I wonder if the human soul is real.

I don’t know what else to do right now except write. I just feel like such a sad sack of bones right now. I used to be so confident and now I feel desperate. I never wanted to come across as desperate? That makes me look creepy. I just, sigh, I don’t know. I need guidance? I need advice. I need friends. I lost all that when I decided to isolate myself for my own good. But, when I tried to emerge back in the world. It wasn’t so friendly anymore. It had forgotten about my charm and charisma and intellect. It saw me as dull and uninteresting and useless. I wish I had not emerged out of my cocoon feeling that way. I’ve just been beaten to the ground over and over and over  so much with so much cruelty.  Every time I try to reach out. STRIKE, right to the soul. I can barely get back up. I don’t think I’ll ever be that pretty butterfly everyone adores again. I feel sick.

9 thoughts on “I wonder if the human soul is real.

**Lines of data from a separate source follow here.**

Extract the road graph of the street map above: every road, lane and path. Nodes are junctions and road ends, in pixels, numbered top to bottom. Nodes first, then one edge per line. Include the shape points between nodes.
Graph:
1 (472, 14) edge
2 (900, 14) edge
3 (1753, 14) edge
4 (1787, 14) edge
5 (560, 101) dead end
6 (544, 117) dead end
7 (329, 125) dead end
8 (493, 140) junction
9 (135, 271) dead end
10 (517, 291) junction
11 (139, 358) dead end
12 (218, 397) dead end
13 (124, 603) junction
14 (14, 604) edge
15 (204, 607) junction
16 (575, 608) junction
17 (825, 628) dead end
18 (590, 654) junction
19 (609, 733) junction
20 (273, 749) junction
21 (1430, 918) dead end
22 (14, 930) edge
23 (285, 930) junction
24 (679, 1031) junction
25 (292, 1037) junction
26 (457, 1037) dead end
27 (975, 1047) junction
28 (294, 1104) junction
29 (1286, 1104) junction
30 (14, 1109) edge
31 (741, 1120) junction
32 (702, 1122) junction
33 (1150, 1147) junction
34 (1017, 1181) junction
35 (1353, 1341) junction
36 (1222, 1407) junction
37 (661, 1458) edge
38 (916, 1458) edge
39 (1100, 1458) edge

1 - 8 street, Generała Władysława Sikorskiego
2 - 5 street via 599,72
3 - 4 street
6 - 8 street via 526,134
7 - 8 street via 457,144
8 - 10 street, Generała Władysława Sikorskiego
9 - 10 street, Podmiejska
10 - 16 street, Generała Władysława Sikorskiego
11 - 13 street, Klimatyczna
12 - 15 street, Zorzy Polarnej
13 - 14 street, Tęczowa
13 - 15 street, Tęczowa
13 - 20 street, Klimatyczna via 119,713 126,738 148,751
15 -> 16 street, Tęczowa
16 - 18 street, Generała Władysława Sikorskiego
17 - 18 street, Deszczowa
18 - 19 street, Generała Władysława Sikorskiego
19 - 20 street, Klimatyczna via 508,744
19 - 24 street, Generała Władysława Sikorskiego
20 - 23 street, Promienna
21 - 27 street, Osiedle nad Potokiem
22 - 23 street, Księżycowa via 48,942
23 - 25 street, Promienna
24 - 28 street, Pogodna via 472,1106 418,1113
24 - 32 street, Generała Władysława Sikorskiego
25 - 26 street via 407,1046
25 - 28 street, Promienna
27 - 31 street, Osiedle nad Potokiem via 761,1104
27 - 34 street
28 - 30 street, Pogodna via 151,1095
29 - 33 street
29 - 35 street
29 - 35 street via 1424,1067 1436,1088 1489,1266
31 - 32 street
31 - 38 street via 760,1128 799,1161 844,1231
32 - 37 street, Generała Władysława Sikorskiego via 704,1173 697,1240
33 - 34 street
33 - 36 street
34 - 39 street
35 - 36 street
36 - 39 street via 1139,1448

    1. It’s been a rough year. I mean I can’t even type about it without tear flow. I mean I am usually pretty strong and can bounce right back from anything. But the rejection the emergency back into society the longing to fit in has been more rigid than it ever has been in my entire life. I am tired of trying and keep getting shut back out.

    2. I just read some of your blog. you have NO IDEA how much I relate. if you explore my blog you’ll see where I recently exposed the root of my PTSD. I am starting EDMR therapy. Is that what you do?

  1. On the first comment, that’s a tough one, Sara. I mean all we can do is just be patient, right? It’s not fun, but damn, I mean… what else can we do?

    Yeah i relate quite a bit as well. We did this therapy where I recounted bad memories repeatedly while my therapist tapped on my hands. It helped a little, but I backslid and now I’m with a different therapist who is… amazing. We’re doing internal family systems therapy and guided imagery.

    EMDR is rough.

  2. This is frustrating. I have been dealing with PTSD since 2005 when my schizophrenic brother busted down my bedroom door and tried to kill me because he thought I was lying about not having any cigarettes. I still tense up if he’s near me. I have trouble sleeping. I jump every time I hear a noise. It’s so fucked up.